Clara Hill

Clara Ann was born at the Hill’s Ninth and Canada cottage in the Lowertown neighborhood of St. Paul on December 4, 1873.

Clara was baptized by Father Caillet on January 11, 1874. Accounts describe young Clara as shy, petite, and not strong.

Mill Adams was Clara’s kindergarten teacher at the family's house in 1878-79. Clara may have been tutored at home for several years, but between 1885-1890 she attended Visitation Convent Academy in St. Paul with her younger sisters Charlotte and Ruth. Photographs from the Ninth and Canada house show Clara playing the piano. In the fall of 1890 the three girls were enrolled at the Misses Ely’s School in Brooklyn, New York.

As with their elder brothers at Phillips Exeter Academy, Clara and her sisters had their living expenses paid while at school and afterwards, but received little additional allowance. Accounts for the Hill children were kept at the Great Northern Railway office and by 1900 only $31,000 had been paid to Clara, including all tuitions and at least two European trips.

Described as dignified and reserved, Clara often traveled with her father in his later years and did not marry until after his death. Clara also assumed much of the management of the Hill House as her mother grew older, including interviewing second cook Celia Tauer in 1909.

Clara assisted her mother in charity work and was active in the Visitation alumnae association. She was responsible for the building of the new Visitation Convent in 1913. James J. Hill provided the funding, but Clara was acknowledged as the donor and oversaw much of the planning and construction of the new school in St. Paul.

Clara was in Europe with her younger sister Gertrude and her husband Michael Gavin in the summer of 1914 when World War I began. After returning to St. Paul, she took a leading role in local war relief efforts, raising food and clothing for Belgium. She was later honored for her efforts by King Albert of Belgium.

In 1918 Clara married Erasmus Lindley, a general counsel for the Great Northern Railway, in a wedding at the Hill House. They lived across the street at 251 Summit until after Mary Hill’s death. In 1922, the Lindleys moved to New York City, where they had a home at 810 Fifth Avenue and another in Tuxedo Park, New York. The couple did not have any children.

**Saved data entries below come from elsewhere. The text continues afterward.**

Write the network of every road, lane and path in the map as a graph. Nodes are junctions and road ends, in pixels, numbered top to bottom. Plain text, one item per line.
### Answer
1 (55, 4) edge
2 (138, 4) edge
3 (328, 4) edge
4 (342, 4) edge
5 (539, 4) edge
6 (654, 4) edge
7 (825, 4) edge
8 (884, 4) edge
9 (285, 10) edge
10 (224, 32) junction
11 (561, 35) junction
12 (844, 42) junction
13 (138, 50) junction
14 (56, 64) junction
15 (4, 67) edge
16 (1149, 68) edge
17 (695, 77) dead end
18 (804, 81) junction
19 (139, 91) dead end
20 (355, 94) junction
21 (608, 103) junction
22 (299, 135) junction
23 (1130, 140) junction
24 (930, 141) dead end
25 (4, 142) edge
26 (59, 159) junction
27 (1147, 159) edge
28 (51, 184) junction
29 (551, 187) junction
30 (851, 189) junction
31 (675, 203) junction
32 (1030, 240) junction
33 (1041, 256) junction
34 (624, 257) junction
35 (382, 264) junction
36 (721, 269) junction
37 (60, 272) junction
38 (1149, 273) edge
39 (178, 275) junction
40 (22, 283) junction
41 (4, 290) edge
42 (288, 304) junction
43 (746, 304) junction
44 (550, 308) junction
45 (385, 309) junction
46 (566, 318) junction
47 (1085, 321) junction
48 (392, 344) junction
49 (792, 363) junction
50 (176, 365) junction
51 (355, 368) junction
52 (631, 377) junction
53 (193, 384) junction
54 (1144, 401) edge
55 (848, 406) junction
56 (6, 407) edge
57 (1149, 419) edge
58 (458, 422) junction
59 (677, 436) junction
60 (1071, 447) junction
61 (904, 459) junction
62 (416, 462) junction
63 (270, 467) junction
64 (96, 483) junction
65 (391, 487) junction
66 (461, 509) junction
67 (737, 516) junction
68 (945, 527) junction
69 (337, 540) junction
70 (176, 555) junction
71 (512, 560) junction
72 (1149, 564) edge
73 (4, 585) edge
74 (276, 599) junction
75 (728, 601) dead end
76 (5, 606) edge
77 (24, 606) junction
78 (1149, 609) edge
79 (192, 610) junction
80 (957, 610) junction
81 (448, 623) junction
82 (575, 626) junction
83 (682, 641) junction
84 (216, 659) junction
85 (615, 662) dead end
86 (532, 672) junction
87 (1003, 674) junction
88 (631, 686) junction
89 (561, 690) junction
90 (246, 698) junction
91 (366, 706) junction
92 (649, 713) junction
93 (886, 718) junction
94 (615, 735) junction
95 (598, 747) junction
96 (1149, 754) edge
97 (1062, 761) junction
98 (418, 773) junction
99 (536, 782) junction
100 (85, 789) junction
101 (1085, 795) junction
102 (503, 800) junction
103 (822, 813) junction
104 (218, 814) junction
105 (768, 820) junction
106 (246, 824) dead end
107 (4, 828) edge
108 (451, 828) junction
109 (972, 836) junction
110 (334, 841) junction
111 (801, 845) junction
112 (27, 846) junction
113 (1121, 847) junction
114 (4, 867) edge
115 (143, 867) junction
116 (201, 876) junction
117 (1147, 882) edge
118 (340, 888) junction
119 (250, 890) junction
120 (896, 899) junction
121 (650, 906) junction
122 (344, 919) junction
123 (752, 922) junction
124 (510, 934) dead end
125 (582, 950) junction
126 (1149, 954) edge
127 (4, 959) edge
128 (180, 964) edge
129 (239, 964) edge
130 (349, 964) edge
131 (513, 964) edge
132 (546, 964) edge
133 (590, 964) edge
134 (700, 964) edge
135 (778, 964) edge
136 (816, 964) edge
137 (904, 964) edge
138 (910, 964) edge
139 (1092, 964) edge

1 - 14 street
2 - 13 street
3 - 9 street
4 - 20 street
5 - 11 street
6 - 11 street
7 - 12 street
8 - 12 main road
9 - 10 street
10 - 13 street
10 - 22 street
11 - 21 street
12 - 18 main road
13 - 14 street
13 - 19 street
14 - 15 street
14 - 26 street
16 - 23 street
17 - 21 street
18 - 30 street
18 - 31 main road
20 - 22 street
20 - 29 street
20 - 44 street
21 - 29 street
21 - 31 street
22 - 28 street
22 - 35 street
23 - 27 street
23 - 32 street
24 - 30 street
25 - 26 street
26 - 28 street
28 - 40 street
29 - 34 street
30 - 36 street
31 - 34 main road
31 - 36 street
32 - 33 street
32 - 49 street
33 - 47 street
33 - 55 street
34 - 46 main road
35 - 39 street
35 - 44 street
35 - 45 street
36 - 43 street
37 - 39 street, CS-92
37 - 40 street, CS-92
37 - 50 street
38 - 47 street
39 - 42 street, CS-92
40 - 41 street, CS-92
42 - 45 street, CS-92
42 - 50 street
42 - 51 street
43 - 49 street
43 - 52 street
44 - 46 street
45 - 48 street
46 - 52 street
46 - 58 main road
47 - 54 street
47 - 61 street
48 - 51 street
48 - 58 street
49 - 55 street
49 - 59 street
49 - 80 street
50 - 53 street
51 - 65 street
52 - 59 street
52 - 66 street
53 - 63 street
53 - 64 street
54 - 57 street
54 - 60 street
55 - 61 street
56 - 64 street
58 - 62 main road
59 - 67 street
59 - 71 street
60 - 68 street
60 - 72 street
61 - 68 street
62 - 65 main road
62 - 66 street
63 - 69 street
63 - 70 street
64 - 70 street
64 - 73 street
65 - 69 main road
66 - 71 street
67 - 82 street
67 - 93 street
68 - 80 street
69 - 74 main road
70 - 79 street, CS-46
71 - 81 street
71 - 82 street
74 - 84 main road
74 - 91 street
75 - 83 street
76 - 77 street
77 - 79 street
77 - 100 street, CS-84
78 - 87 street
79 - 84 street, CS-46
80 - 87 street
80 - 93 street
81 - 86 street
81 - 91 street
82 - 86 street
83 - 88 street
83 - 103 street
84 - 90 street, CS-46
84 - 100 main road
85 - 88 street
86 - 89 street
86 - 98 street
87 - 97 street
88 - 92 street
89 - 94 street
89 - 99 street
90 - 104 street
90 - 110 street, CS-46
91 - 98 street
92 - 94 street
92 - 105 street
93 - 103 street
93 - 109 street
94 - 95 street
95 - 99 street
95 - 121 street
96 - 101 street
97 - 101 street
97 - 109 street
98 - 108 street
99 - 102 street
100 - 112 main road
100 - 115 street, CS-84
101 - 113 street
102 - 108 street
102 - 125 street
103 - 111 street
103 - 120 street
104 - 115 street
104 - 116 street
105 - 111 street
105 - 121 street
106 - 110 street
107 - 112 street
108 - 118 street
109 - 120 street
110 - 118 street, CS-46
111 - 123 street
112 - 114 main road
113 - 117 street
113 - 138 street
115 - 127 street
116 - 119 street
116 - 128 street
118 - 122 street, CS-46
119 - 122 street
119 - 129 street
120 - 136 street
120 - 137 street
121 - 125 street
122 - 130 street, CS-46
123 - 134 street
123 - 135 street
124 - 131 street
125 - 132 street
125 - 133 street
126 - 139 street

Clara was very involved in the completion of the James J. Hill Center in St. Paul. Her father died in 1916 before the library was finished, so Clara, her brother Louis, and their mother made most of the decisions on the interior finishing, mission of the institution, and even book selection. Clara continued this interest throughout her life, making gifts of many family materials and collection additions to the library.

At the end of her life, Clara recorded much of the early history of James J. and Mary T. Hill, but she died on January 1, 1947, before the manuscript was completed. Clara’s travel diaries describe her European trips at the turn of the century. Original materials can be found in the Minnesota Historical Society collections.

Clara was Catholic, and much of her philanthropy was directed toward religious institutions in St. Paul and New York. After her death on January 1, 1947, her estate in Tuxedo Park was given to an order of Catholic nuns.

Clara’s funeral mass, held at Saint Ignatius Loyola church in New York City, was attended by 300 priests and 150 nuns and co-celebrated by Bishops Grattan, Tray, and Casey. Erasmus Lindley died in 1957 and is buried next to Clara at Resurrection Cemetery in Mendota Heights, Minnesota.